As described above, according to the present invention, when recording information, after recording information by positioning the center of the recording radiation spot at the center of the recording track on which both adjacent recording tracks are unrecorded, Since the recording radiation spot is positioned at the center of another recording track on which both adjacent recording tracks have already been recorded, information is recorded, so that the center of the recording radiation spot is always positioned at the center of the recording track. Accuracy can be matched. Therefore, when information is reproduced, crosstalk from an adjacent track is unlikely to occur, and recording / reproducing characteristics such as a CN ratio can be improved.

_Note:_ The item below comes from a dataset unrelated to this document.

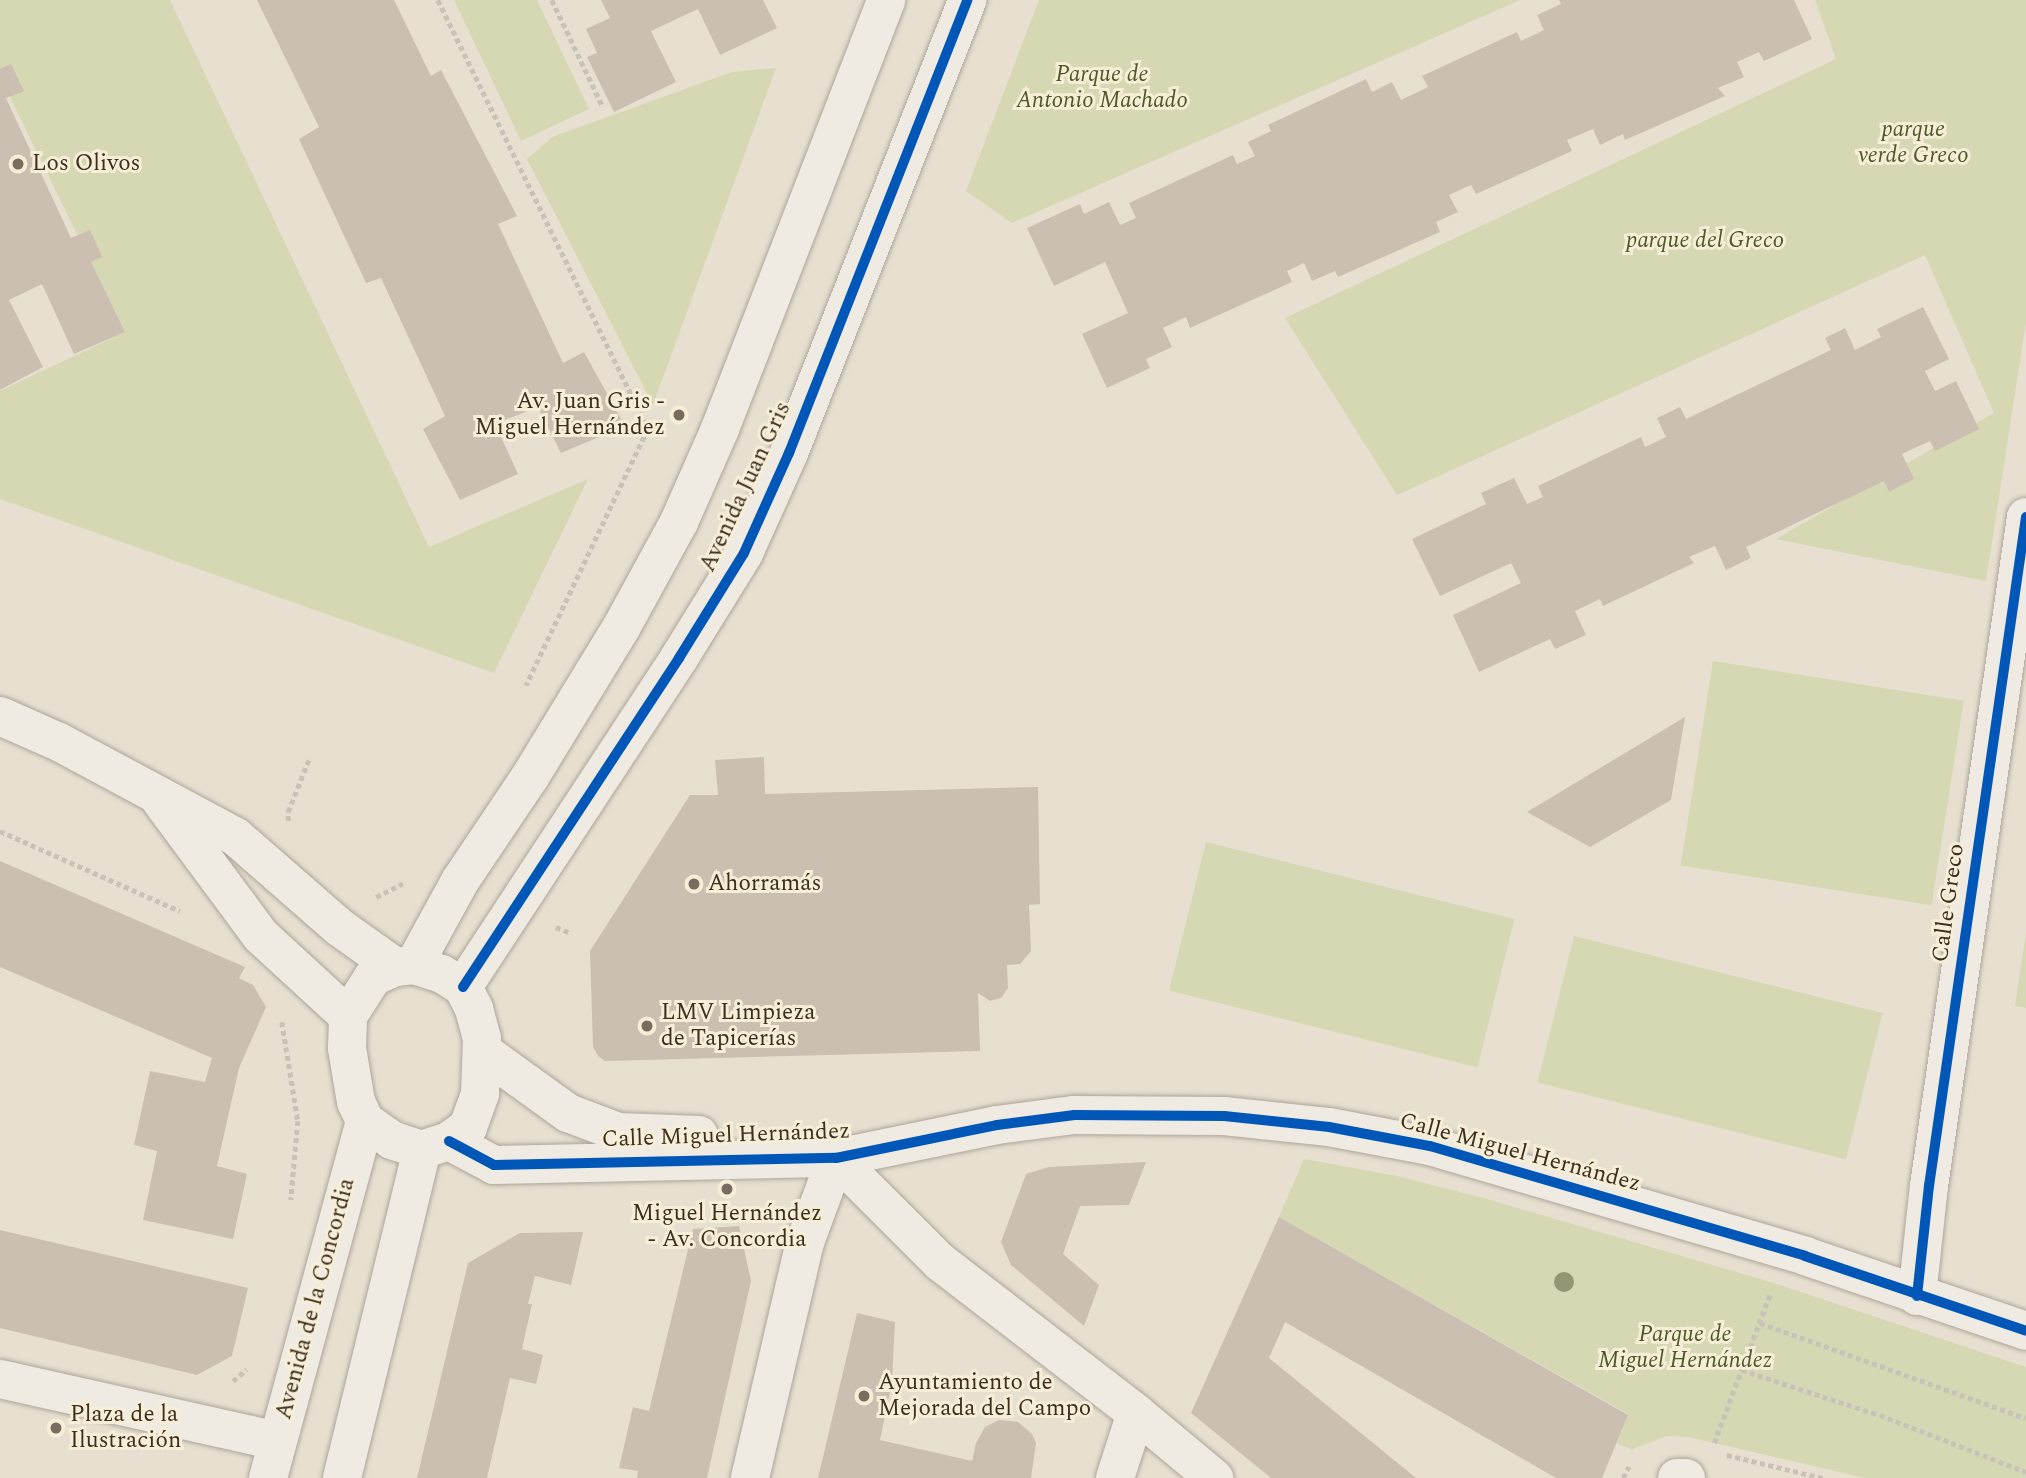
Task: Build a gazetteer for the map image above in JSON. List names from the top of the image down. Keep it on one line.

[Brief description of the drawings]

FIG. 1 is a block diagram of a main part of an optical recording medium driving apparatus according to the present invention, FIG. 2 is a plan view of a main part of an optical disk showing an irradiation order of recording / reproducing radiation spots, and FIGS. Sectional view of an essential part of an optical disc for explaining effects of the present invention, FIG.
FIG. 6 is a plan view of a main part of another optical disc showing the irradiation order of the recording / reproducing radiation spot, FIG. 6 is a plan view of a main part of an optical recording medium showing an on-land recording system, and FIGS. )
(C) is an explanatory view showing the principle of a conventionally known tracking error detection method, and FIG. 8 is a plan view of a main part of another optical recording medium showing a problem of the prior art. 1: optical recording medium, 2: spindle motor, 3: motor control unit,
4: Optical pickup, 5: Laser device, 6: Preamplifier, 7:
Address signal management unit, 8: signal recording / playback system, 9: servo system,
10: system controller, 11: pre-groove, 12: pit, 23: radiation spot for recording / reproduction.

Claims (2)

(57) [Claims] A recording radiation spot is irradiated along a required recording track on the optical recording medium while driving the optical recording medium, and information corresponding to an irradiation pattern of the recording radiation spot is applied to the recording track. In the information recording method of an optical recording medium to be recorded, in recording information, the recording radiation spot is positioned at the center of a recording track in which both adjacent recording tracks are unrecorded, and the information is recorded. The irradiation order of the recording radiation spots is controlled such that the recording radiation spot is positioned at the center of another recording track on which both recording tracks are already recorded and the information is recorded. An information recording method for an optical recording medium. 2. The information recording method for an optical recording medium according to claim 1, wherein the recording radiation spots are radiated every other track from the inner peripheral side to the outer peripheral side of the recording track to record information. And thereafter recording information by irradiating the recording radiation spot every other track from the inner circumference to the outer circumference of the unrecorded track between the recorded tracks, thereby recording information. Information recording method.